Different glucose tolerance status and incident cardiovascular disease and all-cause mortality among elderly Iranians.Geriatr Gerontol Int. 2016 Dec; 16(12):1263-1271.GG
To determine the effect of different glucose categories on incident cardiovascular disease (CVD) and all-cause mortality in a population-based cohort.
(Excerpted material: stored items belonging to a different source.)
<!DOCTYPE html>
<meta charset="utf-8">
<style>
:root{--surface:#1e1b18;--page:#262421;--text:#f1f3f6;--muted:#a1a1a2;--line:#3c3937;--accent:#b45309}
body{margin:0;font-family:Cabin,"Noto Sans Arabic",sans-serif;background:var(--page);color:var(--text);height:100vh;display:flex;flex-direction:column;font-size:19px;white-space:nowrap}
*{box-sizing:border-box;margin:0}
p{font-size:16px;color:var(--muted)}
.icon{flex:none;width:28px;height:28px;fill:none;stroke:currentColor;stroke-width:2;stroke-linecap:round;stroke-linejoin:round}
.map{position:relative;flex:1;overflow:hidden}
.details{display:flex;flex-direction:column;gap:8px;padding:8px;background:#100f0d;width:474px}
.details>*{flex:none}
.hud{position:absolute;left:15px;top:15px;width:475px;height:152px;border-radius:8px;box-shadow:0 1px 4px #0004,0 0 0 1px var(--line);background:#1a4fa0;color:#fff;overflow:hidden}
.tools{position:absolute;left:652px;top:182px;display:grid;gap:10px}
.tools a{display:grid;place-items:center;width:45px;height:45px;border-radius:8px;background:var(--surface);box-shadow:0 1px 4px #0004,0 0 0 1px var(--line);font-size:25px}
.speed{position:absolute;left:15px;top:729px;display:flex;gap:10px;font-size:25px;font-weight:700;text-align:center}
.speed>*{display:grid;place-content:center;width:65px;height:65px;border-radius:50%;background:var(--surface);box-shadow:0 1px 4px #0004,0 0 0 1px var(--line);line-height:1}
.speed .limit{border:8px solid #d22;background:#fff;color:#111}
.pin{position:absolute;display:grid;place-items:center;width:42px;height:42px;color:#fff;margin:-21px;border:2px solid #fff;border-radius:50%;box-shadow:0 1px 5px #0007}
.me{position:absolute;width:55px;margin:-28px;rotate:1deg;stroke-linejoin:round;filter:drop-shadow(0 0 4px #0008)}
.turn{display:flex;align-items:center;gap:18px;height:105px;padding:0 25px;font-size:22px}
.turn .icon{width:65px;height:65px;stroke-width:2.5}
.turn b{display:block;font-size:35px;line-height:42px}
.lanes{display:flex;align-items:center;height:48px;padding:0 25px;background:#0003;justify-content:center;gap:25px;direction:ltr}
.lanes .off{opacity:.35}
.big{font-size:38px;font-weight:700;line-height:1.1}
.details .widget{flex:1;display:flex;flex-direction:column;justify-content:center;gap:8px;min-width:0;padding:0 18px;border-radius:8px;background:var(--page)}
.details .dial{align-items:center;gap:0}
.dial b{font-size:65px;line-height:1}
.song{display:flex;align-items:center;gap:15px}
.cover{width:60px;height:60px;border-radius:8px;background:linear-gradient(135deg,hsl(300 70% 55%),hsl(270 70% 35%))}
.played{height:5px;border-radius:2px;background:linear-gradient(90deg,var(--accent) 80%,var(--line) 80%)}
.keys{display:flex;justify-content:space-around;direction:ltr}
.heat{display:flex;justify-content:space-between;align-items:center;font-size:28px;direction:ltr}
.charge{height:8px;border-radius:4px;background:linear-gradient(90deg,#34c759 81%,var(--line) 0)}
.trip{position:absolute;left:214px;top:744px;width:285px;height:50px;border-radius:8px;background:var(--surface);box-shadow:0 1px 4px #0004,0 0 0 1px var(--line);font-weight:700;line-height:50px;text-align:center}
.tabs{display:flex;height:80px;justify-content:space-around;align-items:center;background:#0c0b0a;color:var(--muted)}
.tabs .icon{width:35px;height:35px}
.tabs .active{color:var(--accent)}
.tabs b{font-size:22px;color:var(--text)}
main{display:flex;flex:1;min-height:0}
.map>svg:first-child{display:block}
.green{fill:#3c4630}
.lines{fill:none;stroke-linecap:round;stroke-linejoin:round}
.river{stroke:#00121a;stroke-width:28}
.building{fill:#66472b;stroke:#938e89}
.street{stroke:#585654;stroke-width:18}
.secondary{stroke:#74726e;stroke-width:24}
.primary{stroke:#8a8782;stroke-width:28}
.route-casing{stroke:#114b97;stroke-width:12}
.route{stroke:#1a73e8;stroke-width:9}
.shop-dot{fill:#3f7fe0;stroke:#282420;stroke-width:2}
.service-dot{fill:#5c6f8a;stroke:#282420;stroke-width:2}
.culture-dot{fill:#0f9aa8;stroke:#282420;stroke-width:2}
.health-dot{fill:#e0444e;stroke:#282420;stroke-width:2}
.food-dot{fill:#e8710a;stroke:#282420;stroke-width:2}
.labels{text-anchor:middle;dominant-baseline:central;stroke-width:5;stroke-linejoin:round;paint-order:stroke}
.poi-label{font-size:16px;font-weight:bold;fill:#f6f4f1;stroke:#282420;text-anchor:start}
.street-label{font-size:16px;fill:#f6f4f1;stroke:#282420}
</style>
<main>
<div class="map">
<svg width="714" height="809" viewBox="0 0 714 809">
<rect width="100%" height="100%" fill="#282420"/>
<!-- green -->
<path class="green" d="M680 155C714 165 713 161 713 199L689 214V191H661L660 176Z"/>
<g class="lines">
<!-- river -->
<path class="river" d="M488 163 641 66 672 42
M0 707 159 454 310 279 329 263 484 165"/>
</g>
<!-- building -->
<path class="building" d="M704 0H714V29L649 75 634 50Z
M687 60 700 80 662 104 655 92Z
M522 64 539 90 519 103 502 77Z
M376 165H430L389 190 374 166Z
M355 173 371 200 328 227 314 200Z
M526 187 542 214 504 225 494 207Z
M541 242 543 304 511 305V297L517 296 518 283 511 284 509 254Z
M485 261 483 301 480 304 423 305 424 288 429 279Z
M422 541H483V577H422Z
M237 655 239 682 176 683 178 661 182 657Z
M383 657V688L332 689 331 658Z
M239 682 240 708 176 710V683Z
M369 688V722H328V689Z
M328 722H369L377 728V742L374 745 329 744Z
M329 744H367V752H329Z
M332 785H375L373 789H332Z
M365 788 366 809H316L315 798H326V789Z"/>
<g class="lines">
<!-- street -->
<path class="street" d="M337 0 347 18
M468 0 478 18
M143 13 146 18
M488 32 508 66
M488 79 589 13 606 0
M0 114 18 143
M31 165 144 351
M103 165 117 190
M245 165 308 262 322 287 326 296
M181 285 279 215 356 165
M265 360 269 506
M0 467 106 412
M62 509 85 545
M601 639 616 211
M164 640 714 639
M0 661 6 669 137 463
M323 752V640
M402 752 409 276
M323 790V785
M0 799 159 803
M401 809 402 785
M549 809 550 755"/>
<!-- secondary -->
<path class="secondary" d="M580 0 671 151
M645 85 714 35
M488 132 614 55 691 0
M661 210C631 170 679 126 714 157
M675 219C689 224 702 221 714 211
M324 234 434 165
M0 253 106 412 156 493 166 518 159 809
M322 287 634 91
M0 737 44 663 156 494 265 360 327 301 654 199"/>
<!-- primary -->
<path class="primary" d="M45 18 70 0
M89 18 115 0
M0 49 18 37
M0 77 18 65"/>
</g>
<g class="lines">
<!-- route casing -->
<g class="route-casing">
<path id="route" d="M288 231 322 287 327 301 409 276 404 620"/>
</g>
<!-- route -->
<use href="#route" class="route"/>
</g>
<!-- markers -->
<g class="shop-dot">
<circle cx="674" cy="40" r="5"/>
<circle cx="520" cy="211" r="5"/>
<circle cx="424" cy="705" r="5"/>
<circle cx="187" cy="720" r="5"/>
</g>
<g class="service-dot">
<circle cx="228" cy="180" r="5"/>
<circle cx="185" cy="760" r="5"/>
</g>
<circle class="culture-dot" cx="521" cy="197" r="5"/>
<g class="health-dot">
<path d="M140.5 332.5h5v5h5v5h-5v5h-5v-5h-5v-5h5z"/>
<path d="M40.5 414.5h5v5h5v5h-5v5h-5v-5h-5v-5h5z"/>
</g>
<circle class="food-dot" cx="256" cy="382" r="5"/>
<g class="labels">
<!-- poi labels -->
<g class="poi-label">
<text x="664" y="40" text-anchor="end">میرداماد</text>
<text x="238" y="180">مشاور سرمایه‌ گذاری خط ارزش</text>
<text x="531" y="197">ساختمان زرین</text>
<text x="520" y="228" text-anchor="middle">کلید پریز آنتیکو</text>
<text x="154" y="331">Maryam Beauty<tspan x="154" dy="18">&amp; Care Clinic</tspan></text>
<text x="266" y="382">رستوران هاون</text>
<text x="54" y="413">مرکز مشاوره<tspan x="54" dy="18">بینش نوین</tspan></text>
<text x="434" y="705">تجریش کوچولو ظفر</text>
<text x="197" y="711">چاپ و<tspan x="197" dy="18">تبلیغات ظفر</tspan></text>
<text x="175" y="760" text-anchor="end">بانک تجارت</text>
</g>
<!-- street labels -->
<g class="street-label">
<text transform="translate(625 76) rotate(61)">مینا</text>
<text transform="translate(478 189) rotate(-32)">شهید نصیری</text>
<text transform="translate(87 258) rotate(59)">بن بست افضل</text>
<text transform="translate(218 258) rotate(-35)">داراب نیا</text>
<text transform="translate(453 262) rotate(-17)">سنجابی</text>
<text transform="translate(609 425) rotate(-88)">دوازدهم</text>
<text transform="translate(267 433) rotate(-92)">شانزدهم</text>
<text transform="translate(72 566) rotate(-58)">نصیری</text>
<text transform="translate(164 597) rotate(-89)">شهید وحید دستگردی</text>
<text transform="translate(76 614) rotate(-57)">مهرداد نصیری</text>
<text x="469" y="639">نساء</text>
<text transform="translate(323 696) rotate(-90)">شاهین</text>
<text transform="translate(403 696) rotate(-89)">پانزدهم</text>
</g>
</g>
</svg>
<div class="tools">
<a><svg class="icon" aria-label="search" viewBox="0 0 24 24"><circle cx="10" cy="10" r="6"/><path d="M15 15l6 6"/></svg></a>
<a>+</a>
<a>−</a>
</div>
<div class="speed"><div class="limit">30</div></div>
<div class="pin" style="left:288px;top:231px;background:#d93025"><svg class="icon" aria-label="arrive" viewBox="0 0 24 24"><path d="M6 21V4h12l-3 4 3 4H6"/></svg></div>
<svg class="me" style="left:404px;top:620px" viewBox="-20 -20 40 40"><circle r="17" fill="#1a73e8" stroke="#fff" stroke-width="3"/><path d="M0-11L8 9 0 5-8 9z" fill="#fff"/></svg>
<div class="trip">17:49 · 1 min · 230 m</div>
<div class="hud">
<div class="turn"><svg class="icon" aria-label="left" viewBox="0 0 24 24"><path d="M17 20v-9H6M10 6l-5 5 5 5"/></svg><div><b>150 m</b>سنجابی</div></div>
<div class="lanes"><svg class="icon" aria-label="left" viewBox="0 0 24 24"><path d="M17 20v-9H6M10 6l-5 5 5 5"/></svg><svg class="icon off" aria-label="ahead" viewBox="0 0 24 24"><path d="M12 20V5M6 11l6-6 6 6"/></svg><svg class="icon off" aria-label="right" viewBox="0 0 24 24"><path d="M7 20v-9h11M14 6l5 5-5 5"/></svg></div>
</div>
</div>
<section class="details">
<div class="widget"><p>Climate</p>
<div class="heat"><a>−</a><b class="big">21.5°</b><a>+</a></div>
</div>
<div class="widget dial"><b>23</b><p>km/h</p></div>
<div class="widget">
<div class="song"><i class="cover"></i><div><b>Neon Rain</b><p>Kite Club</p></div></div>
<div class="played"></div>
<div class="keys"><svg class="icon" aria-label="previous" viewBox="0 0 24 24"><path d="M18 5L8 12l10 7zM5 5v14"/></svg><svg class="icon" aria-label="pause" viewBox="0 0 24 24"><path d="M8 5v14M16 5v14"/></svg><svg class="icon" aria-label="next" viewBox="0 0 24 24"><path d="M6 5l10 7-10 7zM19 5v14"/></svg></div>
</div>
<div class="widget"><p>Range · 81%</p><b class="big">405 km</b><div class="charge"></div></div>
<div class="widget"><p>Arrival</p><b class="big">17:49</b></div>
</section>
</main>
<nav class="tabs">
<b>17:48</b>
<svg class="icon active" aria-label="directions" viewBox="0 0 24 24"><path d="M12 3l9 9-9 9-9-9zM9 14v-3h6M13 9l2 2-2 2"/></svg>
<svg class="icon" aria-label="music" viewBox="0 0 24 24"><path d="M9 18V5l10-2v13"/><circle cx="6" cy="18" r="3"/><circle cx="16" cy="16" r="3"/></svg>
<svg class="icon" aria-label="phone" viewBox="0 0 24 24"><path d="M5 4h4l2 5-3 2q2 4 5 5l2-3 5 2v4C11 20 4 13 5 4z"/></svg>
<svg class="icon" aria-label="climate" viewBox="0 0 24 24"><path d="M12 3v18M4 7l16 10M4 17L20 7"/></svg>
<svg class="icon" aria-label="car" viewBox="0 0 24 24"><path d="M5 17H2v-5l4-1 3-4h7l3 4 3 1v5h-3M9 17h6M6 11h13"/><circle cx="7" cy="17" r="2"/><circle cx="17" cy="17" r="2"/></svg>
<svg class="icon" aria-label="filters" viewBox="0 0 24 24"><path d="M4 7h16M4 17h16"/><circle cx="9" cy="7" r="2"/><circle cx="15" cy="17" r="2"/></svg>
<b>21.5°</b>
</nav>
A total of 834 individuals aged 65 years and older without a history of CVD at baseline were stratified according to 2-h post-load glucose fasting glucose test into six categories including: (i) normal fasting glucose/normal glucose tolerance; (ii) prediabetes, (iii) isolated fasting hyperglycemia (IFH); (iv) isolated post-challenge hyperglycemia (IPH); (v) IPH and IFH; and (vi) known diabetes mellitus. The prognostic significance of these groups on CVD and total mortality were examined by Cox proportional hazard ratios in a multivariate adjusted model.
Over 9 years of follow up, 186 incidents of CVD and 218 deaths occurred (72 CVD mortality).Of the population, 45.2%, 30.7%, 1.2%, 6.1% 4.7%, and 11.9% were normal fasting glucose/normal glucose tolerance, prediabetes IFH, IPH, IFH and IPH, and known diabetes mellitus, respectively. Multivariate adjusted hazard ratios for CVD were 1.13 (95% CI 0.78-1.64), 1.03 (95% CI 0.25-4.22), 1.17 (95% CI 0.65-2.11), 2.52 (95% CI 1.43-4.42) and 2.39 (95% CI 1.55-3.69), and for CVD mortality were 0.59 (95% CI 0.27-1.30), 2.02 (95% CI 0.27-15.15), 1.26 (95% CI 0.51-3.16), 3.57 (95% CI 1.64-7.75), and 4.70 (95% CI 2.54-8.69) for prediabetes, IFH, IPH, IFH and IPH, and known diabetes mellitus phenotypes, respectively. Corresponding hazard ratios for all-cause mortality in multivariate model adjusted for prevalent CVD were 1.07 (95% CI 0.73-1.57), 0.59 (95% CI 0.08-4.30), 0.92 (95% CI 0.5-1.70), 2.31 (95% CI 1.33-4.01) and 3.88 (95% CI 2.70-5.55), respectively.
Among the elderly population with newly diagnosed diabetes, only the combined IFH and IPH phenotype, but not IFH or IPH alone, was a significant predictor of CVD and mortality events. Prediabetes was not associated with any risk. Geriatr Gerontol Int 2016; 16: 1263-1271.